若所述字段类型为第二字段类型,也即为实体字段特征包含所述实体词和所述实体关联的第一标签时对应的字段类型,则实际应用中说明基于资源端的实体特征数据该实体包含实体词也包含第一标签(如非必须标签),则检索语句生成策略可以是:生成“实体词+第一标签词”和“第一标签词+实体词”两个检索语句;在一些实施例中,当第一标签下的第一标签词为多个时,如以实体:x歌曲为例,则实体词为歌曲名,第一标签为版本,则第一标签下-版本会存在多个版本,如A版本,B版本、C版本。则此时基于前述策略即可生产多个检索语句,如“A版本+x歌曲”、“C版本+x歌曲”、“B版本+x歌曲”、“x歌曲+A版本”、“x歌曲+B版本”、“x歌曲+C版本”共计6个检索语句query。
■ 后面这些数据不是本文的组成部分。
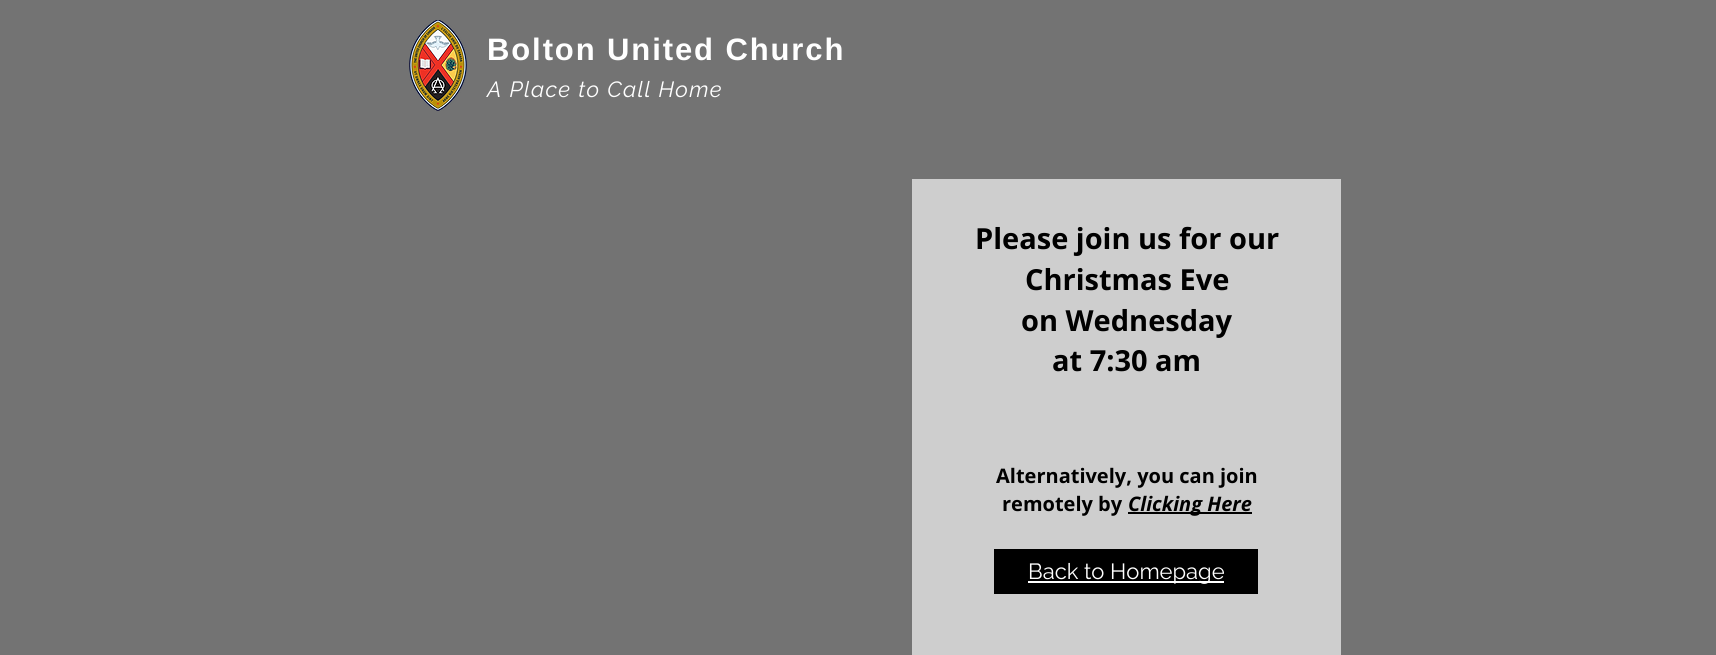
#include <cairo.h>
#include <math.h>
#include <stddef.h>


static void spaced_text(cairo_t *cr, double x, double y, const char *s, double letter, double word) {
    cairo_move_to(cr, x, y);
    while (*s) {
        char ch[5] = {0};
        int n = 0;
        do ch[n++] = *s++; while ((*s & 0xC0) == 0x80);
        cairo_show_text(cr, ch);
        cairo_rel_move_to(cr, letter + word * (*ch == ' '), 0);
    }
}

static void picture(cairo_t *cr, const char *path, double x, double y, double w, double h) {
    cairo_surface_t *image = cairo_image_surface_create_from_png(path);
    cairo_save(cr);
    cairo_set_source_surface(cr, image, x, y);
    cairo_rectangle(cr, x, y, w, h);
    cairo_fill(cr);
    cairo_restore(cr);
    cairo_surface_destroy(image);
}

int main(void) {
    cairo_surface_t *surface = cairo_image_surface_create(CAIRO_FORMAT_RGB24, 1716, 655);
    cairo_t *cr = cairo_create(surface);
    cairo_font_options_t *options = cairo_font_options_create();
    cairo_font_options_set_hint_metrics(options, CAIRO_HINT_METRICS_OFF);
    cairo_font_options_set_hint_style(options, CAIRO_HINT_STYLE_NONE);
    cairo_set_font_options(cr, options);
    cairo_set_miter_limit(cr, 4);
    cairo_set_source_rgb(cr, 0.451, 0.451, 0.451);
    cairo_paint(cr);
    picture(cr, "img1.png", 409, 20, 58, 91);
    cairo_select_font_face(cr, "Liberation Sans", CAIRO_FONT_SLANT_NORMAL, CAIRO_FONT_WEIGHT_BOLD);
    cairo_set_font_size(cr, 31);
    cairo_set_source_rgb(cr, 1, 1, 1);
    spaced_text(cr, 487, 60, "Bolton United Church", 1.9, 0);
    cairo_select_font_face(cr, "Raleway", CAIRO_FONT_SLANT_ITALIC, CAIRO_FONT_WEIGHT_NORMAL);
    cairo_set_font_size(cr, 22);
    spaced_text(cr, 487, 97, "A Place to Call Home", 1.3, 0);
    cairo_set_source_rgb(cr, 0.808, 0.808, 0.808);
    cairo_rectangle(cr, 912, 179, 429, 476);
    cairo_fill(cr);
    cairo_select_font_face(cr, "Open Sans", CAIRO_FONT_SLANT_NORMAL, CAIRO_FONT_WEIGHT_BOLD);
    cairo_set_font_size(cr, 29);
    cairo_set_source_rgb(cr, 0, 0, 0);
    cairo_move_to(cr, 975, 249);
    cairo_show_text(cr, "Please join us for our");
    cairo_move_to(cr, 1025, 290);
    cairo_show_text(cr, "Christmas Eve");
    cairo_move_to(cr, 1021, 331);
    cairo_show_text(cr, "on Wednesday");
    cairo_move_to(cr, 1052, 371);
    cairo_show_text(cr, "at 7:30 am");
    cairo_set_font_size(cr, 20);
    cairo_move_to(cr, 996, 483);
    cairo_show_text(cr, "Alternatively, you can join");
    cairo_move_to(cr, 1002, 511);
    cairo_show_text(cr, "remotely by");
    cairo_rectangle(cr, 1128, 512, 124, 2);
    cairo_fill(cr);
    cairo_select_font_face(cr, "Open Sans", CAIRO_FONT_SLANT_ITALIC, CAIRO_FONT_WEIGHT_BOLD);
    cairo_move_to(cr, 1128, 511);
    cairo_show_text(cr, "Clicking Here");
    cairo_rectangle(cr, 994, 549, 264, 45);
    cairo_fill(cr);
    cairo_set_source_rgb(cr, 1, 1, 1);
    cairo_rectangle(cr, 1028, 581, 196, 2);
    cairo_fill(cr);
    cairo_select_font_face(cr, "Raleway", CAIRO_FONT_SLANT_NORMAL, CAIRO_FONT_WEIGHT_NORMAL);
    cairo_set_font_size(cr, 22);
    cairo_move_to(cr, 1028, 579);
    cairo_show_text(cr, "Back to Homepage");
    cairo_surface_write_to_png(surface, "page.png");
    cairo_font_options_destroy(options);
    cairo_destroy(cr);
    cairo_surface_destroy(surface);
    return 0;
}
若所述字段类型为第三字段类型,也即为实体字段特征包含所述实体词和所述实体关联的第二标签时对应的字段类型,则实际应用中说明基于资源端的实体特征数据该实体包含实体词也包含第二标签(如必须标签),则检索语句生成策略可以是:生成“实体词+第二标签词”和“第二标签词+实体词” 两个检索语句;在一些实施例中,当第二标签下的第二标签词为多个时,如以实体:x歌曲为例,则实体词为歌曲名,第二标签为歌手,则第一标签下-版本会存在多个版本,如A歌手,B歌手、C歌手。则此时基于前述策略即可生产多个检索语句,如“A歌手+x歌曲”、“C歌手+x歌曲”、“B歌手+x歌曲”、“x歌曲+A歌手”、“x歌曲+B歌手”、“x歌曲+C歌手”共计6个检索语句query。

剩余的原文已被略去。